--- Exercise ---
Present the following data again exactly as it is shown.

--- Input ---

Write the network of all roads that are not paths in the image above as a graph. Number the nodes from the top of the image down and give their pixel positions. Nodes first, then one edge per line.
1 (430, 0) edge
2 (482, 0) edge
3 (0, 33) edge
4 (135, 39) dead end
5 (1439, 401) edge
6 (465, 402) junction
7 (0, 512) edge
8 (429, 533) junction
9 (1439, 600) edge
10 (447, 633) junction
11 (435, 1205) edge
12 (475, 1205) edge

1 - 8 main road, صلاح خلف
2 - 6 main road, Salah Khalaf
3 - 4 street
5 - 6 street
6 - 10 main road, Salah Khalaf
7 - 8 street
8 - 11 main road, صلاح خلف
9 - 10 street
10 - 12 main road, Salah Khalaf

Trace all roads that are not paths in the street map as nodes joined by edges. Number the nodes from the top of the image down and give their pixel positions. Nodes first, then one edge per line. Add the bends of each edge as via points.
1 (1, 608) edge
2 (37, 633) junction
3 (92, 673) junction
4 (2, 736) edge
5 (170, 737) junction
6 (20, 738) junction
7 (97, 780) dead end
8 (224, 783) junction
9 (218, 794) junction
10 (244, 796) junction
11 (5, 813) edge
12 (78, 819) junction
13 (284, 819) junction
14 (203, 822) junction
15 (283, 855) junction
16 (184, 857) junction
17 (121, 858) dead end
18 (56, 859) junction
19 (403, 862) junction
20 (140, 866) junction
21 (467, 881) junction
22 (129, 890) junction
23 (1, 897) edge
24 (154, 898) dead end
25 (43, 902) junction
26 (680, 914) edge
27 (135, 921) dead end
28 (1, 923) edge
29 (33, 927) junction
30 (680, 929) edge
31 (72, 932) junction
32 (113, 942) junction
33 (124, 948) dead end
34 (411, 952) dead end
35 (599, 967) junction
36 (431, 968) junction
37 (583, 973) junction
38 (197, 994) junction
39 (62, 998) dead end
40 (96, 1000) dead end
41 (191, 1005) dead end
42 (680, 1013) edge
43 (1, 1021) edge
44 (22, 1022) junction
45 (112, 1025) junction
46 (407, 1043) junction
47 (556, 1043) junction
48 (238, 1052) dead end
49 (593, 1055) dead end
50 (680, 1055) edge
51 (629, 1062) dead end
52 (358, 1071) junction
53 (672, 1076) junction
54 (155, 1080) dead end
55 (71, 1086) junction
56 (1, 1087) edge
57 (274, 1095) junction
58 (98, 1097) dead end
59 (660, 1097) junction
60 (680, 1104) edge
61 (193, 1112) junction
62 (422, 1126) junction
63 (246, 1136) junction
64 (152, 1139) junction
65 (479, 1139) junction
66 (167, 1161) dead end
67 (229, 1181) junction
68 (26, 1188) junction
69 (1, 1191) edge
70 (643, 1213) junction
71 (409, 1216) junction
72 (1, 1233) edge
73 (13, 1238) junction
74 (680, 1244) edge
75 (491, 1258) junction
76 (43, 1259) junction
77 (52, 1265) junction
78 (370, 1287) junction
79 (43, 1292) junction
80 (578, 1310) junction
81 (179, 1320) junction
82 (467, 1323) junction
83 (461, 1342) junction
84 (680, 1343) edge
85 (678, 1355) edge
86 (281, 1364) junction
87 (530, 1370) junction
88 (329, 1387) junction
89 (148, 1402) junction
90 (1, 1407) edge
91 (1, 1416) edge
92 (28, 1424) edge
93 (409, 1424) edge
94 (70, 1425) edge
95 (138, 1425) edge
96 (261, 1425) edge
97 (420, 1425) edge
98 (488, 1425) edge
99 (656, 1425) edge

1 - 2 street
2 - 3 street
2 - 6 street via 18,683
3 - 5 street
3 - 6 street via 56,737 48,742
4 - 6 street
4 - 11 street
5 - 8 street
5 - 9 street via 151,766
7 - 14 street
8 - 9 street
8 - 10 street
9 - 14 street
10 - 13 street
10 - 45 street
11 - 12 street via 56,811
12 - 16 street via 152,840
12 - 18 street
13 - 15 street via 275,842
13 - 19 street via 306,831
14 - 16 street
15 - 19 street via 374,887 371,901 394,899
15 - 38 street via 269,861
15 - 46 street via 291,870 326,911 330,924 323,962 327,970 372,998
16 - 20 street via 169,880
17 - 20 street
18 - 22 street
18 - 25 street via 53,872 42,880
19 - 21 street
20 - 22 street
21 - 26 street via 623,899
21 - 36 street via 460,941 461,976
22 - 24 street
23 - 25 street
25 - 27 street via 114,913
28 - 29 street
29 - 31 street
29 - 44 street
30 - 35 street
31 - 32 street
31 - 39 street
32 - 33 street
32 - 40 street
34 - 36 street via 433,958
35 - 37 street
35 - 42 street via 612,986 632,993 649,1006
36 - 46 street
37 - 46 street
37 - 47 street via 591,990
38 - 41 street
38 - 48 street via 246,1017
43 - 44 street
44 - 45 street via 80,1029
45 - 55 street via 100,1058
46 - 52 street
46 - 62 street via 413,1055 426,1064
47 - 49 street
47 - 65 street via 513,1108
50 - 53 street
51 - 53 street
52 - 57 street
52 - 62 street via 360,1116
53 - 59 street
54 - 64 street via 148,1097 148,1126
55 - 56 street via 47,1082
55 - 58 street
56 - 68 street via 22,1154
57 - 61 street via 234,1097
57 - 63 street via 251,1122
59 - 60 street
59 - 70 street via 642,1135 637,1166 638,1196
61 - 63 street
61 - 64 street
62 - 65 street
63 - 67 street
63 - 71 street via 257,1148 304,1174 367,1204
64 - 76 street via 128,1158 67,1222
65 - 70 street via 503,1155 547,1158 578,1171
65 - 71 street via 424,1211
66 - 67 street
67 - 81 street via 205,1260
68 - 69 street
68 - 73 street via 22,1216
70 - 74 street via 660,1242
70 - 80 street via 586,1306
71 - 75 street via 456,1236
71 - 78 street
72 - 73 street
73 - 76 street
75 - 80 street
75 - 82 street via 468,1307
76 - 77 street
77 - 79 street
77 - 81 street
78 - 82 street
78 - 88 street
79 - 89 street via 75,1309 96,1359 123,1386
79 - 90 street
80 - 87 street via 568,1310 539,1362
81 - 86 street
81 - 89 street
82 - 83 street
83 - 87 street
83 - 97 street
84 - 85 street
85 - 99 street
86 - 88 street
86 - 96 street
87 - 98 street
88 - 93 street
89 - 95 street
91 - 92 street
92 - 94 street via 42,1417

--- Task solution ---
Write the network of all roads that are not paths in the image above as a graph. Number the nodes from the top of the image down and give their pixel positions. Nodes first, then one edge per line.
1 (430, 0) edge
2 (482, 0) edge
3 (0, 33) edge
4 (135, 39) dead end
5 (1439, 401) edge
6 (465, 402) junction
7 (0, 512) edge
8 (429, 533) junction
9 (1439, 600) edge
10 (447, 633) junction
11 (435, 1205) edge
12 (475, 1205) edge

1 - 8 main road, صلاح خلف
2 - 6 main road, Salah Khalaf
3 - 4 street
5 - 6 street
6 - 10 main road, Salah Khalaf
7 - 8 street
8 - 11 main road, صلاح خلف
9 - 10 street
10 - 12 main road, Salah Khalaf

Trace all roads that are not paths in the street map as nodes joined by edges. Number the nodes from the top of the image down and give their pixel positions. Nodes first, then one edge per line. Add the bends of each edge as via points.
1 (1, 608) edge
2 (37, 633) junction
3 (92, 673) junction
4 (2, 736) edge
5 (170, 737) junction
6 (20, 738) junction
7 (97, 780) dead end
8 (224, 783) junction
9 (218, 794) junction
10 (244, 796) junction
11 (5, 813) edge
12 (78, 819) junction
13 (284, 819) junction
14 (203, 822) junction
15 (283, 855) junction
16 (184, 857) junction
17 (121, 858) dead end
18 (56, 859) junction
19 (403, 862) junction
20 (140, 866) junction
21 (467, 881) junction
22 (129, 890) junction
23 (1, 897) edge
24 (154, 898) dead end
25 (43, 902) junction
26 (680, 914) edge
27 (135, 921) dead end
28 (1, 923) edge
29 (33, 927) junction
30 (680, 929) edge
31 (72, 932) junction
32 (113, 942) junction
33 (124, 948) dead end
34 (411, 952) dead end
35 (599, 967) junction
36 (431, 968) junction
37 (583, 973) junction
38 (197, 994) junction
39 (62, 998) dead end
40 (96, 1000) dead end
41 (191, 1005) dead end
42 (680, 1013) edge
43 (1, 1021) edge
44 (22, 1022) junction
45 (112, 1025) junction
46 (407, 1043) junction
47 (556, 1043) junction
48 (238, 1052) dead end
49 (593, 1055) dead end
50 (680, 1055) edge
51 (629, 1062) dead end
52 (358, 1071) junction
53 (672, 1076) junction
54 (155, 1080) dead end
55 (71, 1086) junction
56 (1, 1087) edge
57 (274, 1095) junction
58 (98, 1097) dead end
59 (660, 1097) junction
60 (680, 1104) edge
61 (193, 1112) junction
62 (422, 1126) junction
63 (246, 1136) junction
64 (152, 1139) junction
65 (479, 1139) junction
66 (167, 1161) dead end
67 (229, 1181) junction
68 (26, 1188) junction
69 (1, 1191) edge
70 (643, 1213) junction
71 (409, 1216) junction
72 (1, 1233) edge
73 (13, 1238) junction
74 (680, 1244) edge
75 (491, 1258) junction
76 (43, 1259) junction
77 (52, 1265) junction
78 (370, 1287) junction
79 (43, 1292) junction
80 (578, 1310) junction
81 (179, 1320) junction
82 (467, 1323) junction
83 (461, 1342) junction
84 (680, 1343) edge
85 (678, 1355) edge
86 (281, 1364) junction
87 (530, 1370) junction
88 (329, 1387) junction
89 (148, 1402) junction
90 (1, 1407) edge
91 (1, 1416) edge
92 (28, 1424) edge
93 (409, 1424) edge
94 (70, 1425) edge
95 (138, 1425) edge
96 (261, 1425) edge
97 (420, 1425) edge
98 (488, 1425) edge
99 (656, 1425) edge

1 - 2 street
2 - 3 street
2 - 6 street via 18,683
3 - 5 street
3 - 6 street via 56,737 48,742
4 - 6 street
4 - 11 street
5 - 8 street
5 - 9 street via 151,766
7 - 14 street
8 - 9 street
8 - 10 street
9 - 14 street
10 - 13 street
10 - 45 street
11 - 12 street via 56,811
12 - 16 street via 152,840
12 - 18 street
13 - 15 street via 275,842
13 - 19 street via 306,831
14 - 16 street
15 - 19 street via 374,887 371,901 394,899
15 - 38 street via 269,861
15 - 46 street via 291,870 326,911 330,924 323,962 327,970 372,998
16 - 20 street via 169,880
17 - 20 street
18 - 22 street
18 - 25 street via 53,872 42,880
19 - 21 street
20 - 22 street
21 - 26 street via 623,899
21 - 36 street via 460,941 461,976
22 - 24 street
23 - 25 street
25 - 27 street via 114,913
28 - 29 street
29 - 31 street
29 - 44 street
30 - 35 street
31 - 32 street
31 - 39 street
32 - 33 street
32 - 40 street
34 - 36 street via 433,958
35 - 37 street
35 - 42 street via 612,986 632,993 649,1006
36 - 46 street
37 - 46 street
37 - 47 street via 591,990
38 - 41 street
38 - 48 street via 246,1017
43 - 44 street
44 - 45 street via 80,1029
45 - 55 street via 100,1058
46 - 52 street
46 - 62 street via 413,1055 426,1064
47 - 49 street
47 - 65 street via 513,1108
50 - 53 street
51 - 53 street
52 - 57 street
52 - 62 street via 360,1116
53 - 59 street
54 - 64 street via 148,1097 148,1126
55 - 56 street via 47,1082
55 - 58 street
56 - 68 street via 22,1154
57 - 61 street via 234,1097
57 - 63 street via 251,1122
59 - 60 street
59 - 70 street via 642,1135 637,1166 638,1196
61 - 63 street
61 - 64 street
62 - 65 street
63 - 67 street
63 - 71 street via 257,1148 304,1174 367,1204
64 - 76 street via 128,1158 67,1222
65 - 70 street via 503,1155 547,1158 578,1171
65 - 71 street via 424,1211
66 - 67 street
67 - 81 street via 205,1260
68 - 69 street
68 - 73 street via 22,1216
70 - 74 street via 660,1242
70 - 80 street via 586,1306
71 - 75 street via 456,1236
71 - 78 street
72 - 73 street
73 - 76 street
75 - 80 street
75 - 82 street via 468,1307
76 - 77 street
77 - 79 street
77 - 81 street
78 - 82 street
78 - 88 street
79 - 89 street via 75,1309 96,1359 123,1386
79 - 90 street
80 - 87 street via 568,1310 539,1362
81 - 86 street
81 - 89 street
82 - 83 street
83 - 87 street
83 - 97 street
84 - 85 street
85 - 99 street
86 - 88 street
86 - 96 street
87 - 98 street
88 - 93 street
89 - 95 street
91 - 92 street
92 - 94 street via 42,1417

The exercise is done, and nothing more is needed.